*** Begin section ***

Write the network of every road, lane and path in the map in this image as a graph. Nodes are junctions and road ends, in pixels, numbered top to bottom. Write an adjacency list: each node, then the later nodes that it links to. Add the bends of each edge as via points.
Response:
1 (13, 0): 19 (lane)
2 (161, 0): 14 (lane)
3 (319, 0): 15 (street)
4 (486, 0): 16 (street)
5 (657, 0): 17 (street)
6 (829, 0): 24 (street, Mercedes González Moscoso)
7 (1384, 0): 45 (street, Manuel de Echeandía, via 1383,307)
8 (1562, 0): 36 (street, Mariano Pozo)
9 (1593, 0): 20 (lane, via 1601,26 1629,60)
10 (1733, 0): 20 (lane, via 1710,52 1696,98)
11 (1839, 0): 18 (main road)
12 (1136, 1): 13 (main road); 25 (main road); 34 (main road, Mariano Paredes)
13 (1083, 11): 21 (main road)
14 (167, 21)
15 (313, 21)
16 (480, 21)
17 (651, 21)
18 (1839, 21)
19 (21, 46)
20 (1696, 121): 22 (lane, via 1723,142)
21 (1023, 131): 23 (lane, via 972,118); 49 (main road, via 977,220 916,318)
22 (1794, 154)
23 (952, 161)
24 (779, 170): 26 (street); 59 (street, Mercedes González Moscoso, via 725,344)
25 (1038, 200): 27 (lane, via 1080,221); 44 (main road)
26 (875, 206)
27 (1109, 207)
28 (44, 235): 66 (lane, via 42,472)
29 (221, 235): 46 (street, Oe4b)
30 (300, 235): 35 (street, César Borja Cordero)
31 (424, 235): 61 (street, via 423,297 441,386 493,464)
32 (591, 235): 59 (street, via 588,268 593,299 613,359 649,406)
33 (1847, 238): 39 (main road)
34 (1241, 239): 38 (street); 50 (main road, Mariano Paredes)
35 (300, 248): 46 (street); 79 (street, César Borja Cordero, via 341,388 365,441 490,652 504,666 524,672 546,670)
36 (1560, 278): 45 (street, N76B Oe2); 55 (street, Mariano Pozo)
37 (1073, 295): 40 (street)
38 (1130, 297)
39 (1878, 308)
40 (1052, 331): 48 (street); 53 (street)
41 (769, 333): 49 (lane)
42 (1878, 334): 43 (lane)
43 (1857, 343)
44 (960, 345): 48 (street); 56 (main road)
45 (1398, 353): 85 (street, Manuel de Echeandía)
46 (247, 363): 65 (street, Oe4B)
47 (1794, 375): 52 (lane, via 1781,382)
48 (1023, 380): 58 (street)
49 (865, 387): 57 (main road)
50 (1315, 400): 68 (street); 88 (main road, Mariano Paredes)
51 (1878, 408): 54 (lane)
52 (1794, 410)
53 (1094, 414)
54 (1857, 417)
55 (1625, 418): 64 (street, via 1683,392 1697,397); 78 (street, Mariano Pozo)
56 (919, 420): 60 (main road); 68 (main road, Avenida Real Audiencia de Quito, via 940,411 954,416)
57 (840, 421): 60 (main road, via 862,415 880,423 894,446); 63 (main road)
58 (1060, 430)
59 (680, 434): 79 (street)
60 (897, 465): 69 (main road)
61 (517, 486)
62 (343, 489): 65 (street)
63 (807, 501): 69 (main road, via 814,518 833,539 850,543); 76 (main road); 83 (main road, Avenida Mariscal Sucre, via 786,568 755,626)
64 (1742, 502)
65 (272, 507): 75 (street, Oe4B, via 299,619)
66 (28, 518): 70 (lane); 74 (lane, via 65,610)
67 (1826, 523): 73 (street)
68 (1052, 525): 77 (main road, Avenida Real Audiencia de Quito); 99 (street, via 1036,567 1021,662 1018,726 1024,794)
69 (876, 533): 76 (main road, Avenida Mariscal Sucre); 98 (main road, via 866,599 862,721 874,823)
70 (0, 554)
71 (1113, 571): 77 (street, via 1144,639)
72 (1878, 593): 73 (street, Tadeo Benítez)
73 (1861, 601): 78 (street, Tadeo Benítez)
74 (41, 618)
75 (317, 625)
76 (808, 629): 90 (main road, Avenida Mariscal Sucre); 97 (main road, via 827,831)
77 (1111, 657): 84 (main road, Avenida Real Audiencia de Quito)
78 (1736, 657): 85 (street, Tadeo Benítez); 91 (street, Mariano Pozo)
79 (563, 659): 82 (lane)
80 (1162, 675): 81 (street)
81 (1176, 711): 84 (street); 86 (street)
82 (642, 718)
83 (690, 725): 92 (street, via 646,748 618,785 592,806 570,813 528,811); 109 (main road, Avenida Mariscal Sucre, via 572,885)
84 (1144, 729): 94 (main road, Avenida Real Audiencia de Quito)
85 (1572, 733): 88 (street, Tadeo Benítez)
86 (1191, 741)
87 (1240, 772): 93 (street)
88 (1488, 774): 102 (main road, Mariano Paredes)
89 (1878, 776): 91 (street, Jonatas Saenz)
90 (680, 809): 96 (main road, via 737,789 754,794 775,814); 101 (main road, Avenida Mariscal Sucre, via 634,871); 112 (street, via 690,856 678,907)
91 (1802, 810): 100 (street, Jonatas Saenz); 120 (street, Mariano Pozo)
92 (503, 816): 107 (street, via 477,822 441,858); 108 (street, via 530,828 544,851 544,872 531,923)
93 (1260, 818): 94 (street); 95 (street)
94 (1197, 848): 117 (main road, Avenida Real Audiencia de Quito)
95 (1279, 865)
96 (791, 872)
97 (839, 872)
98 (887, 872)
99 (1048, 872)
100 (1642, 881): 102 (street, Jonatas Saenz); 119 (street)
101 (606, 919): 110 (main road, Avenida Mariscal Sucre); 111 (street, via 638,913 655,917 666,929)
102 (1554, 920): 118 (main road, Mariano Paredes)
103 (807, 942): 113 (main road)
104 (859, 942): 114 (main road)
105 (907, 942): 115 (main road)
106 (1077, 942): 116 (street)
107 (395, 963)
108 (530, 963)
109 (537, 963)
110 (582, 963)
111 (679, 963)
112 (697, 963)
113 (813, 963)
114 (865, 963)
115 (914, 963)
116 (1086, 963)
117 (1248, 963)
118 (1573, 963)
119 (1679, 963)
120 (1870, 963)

*** End section ***

◆ YOUR ASSIGNMENT
Once you have read the records, write every one of them out again exactly.

◆ OUTPUT FOR THIS TASK
Write the network of every road, lane and path in the map in this image as a graph. Nodes are junctions and road ends, in pixels, numbered top to bottom. Write an adjacency list: each node, then the later nodes that it links to. Add the bends of each edge as via points.
Response:
1 (13, 0): 19 (lane)
2 (161, 0): 14 (lane)
3 (319, 0): 15 (street)
4 (486, 0): 16 (street)
5 (657, 0): 17 (street)
6 (829, 0): 24 (street, Mercedes González Moscoso)
7 (1384, 0): 45 (street, Manuel de Echeandía, via 1383,307)
8 (1562, 0): 36 (street, Mariano Pozo)
9 (1593, 0): 20 (lane, via 1601,26 1629,60)
10 (1733, 0): 20 (lane, via 1710,52 1696,98)
11 (1839, 0): 18 (main road)
12 (1136, 1): 13 (main road); 25 (main road); 34 (main road, Mariano Paredes)
13 (1083, 11): 21 (main road)
14 (167, 21)
15 (313, 21)
16 (480, 21)
17 (651, 21)
18 (1839, 21)
19 (21, 46)
20 (1696, 121): 22 (lane, via 1723,142)
21 (1023, 131): 23 (lane, via 972,118); 49 (main road, via 977,220 916,318)
22 (1794, 154)
23 (952, 161)
24 (779, 170): 26 (street); 59 (street, Mercedes González Moscoso, via 725,344)
25 (1038, 200): 27 (lane, via 1080,221); 44 (main road)
26 (875, 206)
27 (1109, 207)
28 (44, 235): 66 (lane, via 42,472)
29 (221, 235): 46 (street, Oe4b)
30 (300, 235): 35 (street, César Borja Cordero)
31 (424, 235): 61 (street, via 423,297 441,386 493,464)
32 (591, 235): 59 (street, via 588,268 593,299 613,359 649,406)
33 (1847, 238): 39 (main road)
34 (1241, 239): 38 (street); 50 (main road, Mariano Paredes)
35 (300, 248): 46 (street); 79 (street, César Borja Cordero, via 341,388 365,441 490,652 504,666 524,672 546,670)
36 (1560, 278): 45 (street, N76B Oe2); 55 (street, Mariano Pozo)
37 (1073, 295): 40 (street)
38 (1130, 297)
39 (1878, 308)
40 (1052, 331): 48 (street); 53 (street)
41 (769, 333): 49 (lane)
42 (1878, 334): 43 (lane)
43 (1857, 343)
44 (960, 345): 48 (street); 56 (main road)
45 (1398, 353): 85 (street, Manuel de Echeandía)
46 (247, 363): 65 (street, Oe4B)
47 (1794, 375): 52 (lane, via 1781,382)
48 (1023, 380): 58 (street)
49 (865, 387): 57 (main road)
50 (1315, 400): 68 (street); 88 (main road, Mariano Paredes)
51 (1878, 408): 54 (lane)
52 (1794, 410)
53 (1094, 414)
54 (1857, 417)
55 (1625, 418): 64 (street, via 1683,392 1697,397); 78 (street, Mariano Pozo)
56 (919, 420): 60 (main road); 68 (main road, Avenida Real Audiencia de Quito, via 940,411 954,416)
57 (840, 421): 60 (main road, via 862,415 880,423 894,446); 63 (main road)
58 (1060, 430)
59 (680, 434): 79 (street)
60 (897, 465): 69 (main road)
61 (517, 486)
62 (343, 489): 65 (street)
63 (807, 501): 69 (main road, via 814,518 833,539 850,543); 76 (main road); 83 (main road, Avenida Mariscal Sucre, via 786,568 755,626)
64 (1742, 502)
65 (272, 507): 75 (street, Oe4B, via 299,619)
66 (28, 518): 70 (lane); 74 (lane, via 65,610)
67 (1826, 523): 73 (street)
68 (1052, 525): 77 (main road, Avenida Real Audiencia de Quito); 99 (street, via 1036,567 1021,662 1018,726 1024,794)
69 (876, 533): 76 (main road, Avenida Mariscal Sucre); 98 (main road, via 866,599 862,721 874,823)
70 (0, 554)
71 (1113, 571): 77 (street, via 1144,639)
72 (1878, 593): 73 (street, Tadeo Benítez)
73 (1861, 601): 78 (street, Tadeo Benítez)
74 (41, 618)
75 (317, 625)
76 (808, 629): 90 (main road, Avenida Mariscal Sucre); 97 (main road, via 827,831)
77 (1111, 657): 84 (main road, Avenida Real Audiencia de Quito)
78 (1736, 657): 85 (street, Tadeo Benítez); 91 (street, Mariano Pozo)
79 (563, 659): 82 (lane)
80 (1162, 675): 81 (street)
81 (1176, 711): 84 (street); 86 (street)
82 (642, 718)
83 (690, 725): 92 (street, via 646,748 618,785 592,806 570,813 528,811); 109 (main road, Avenida Mariscal Sucre, via 572,885)
84 (1144, 729): 94 (main road, Avenida Real Audiencia de Quito)
85 (1572, 733): 88 (street, Tadeo Benítez)
86 (1191, 741)
87 (1240, 772): 93 (street)
88 (1488, 774): 102 (main road, Mariano Paredes)
89 (1878, 776): 91 (street, Jonatas Saenz)
90 (680, 809): 96 (main road, via 737,789 754,794 775,814); 101 (main road, Avenida Mariscal Sucre, via 634,871); 112 (street, via 690,856 678,907)
91 (1802, 810): 100 (street, Jonatas Saenz); 120 (street, Mariano Pozo)
92 (503, 816): 107 (street, via 477,822 441,858); 108 (street, via 530,828 544,851 544,872 531,923)
93 (1260, 818): 94 (street); 95 (street)
94 (1197, 848): 117 (main road, Avenida Real Audiencia de Quito)
95 (1279, 865)
96 (791, 872)
97 (839, 872)
98 (887, 872)
99 (1048, 872)
100 (1642, 881): 102 (street, Jonatas Saenz); 119 (street)
101 (606, 919): 110 (main road, Avenida Mariscal Sucre); 111 (street, via 638,913 655,917 666,929)
102 (1554, 920): 118 (main road, Mariano Paredes)
103 (807, 942): 113 (main road)
104 (859, 942): 114 (main road)
105 (907, 942): 115 (main road)
106 (1077, 942): 116 (street)
107 (395, 963)
108 (530, 963)
109 (537, 963)
110 (582, 963)
111 (679, 963)
112 (697, 963)
113 (813, 963)
114 (865, 963)
115 (914, 963)
116 (1086, 963)
117 (1248, 963)
118 (1573, 963)
119 (1679, 963)
120 (1870, 963)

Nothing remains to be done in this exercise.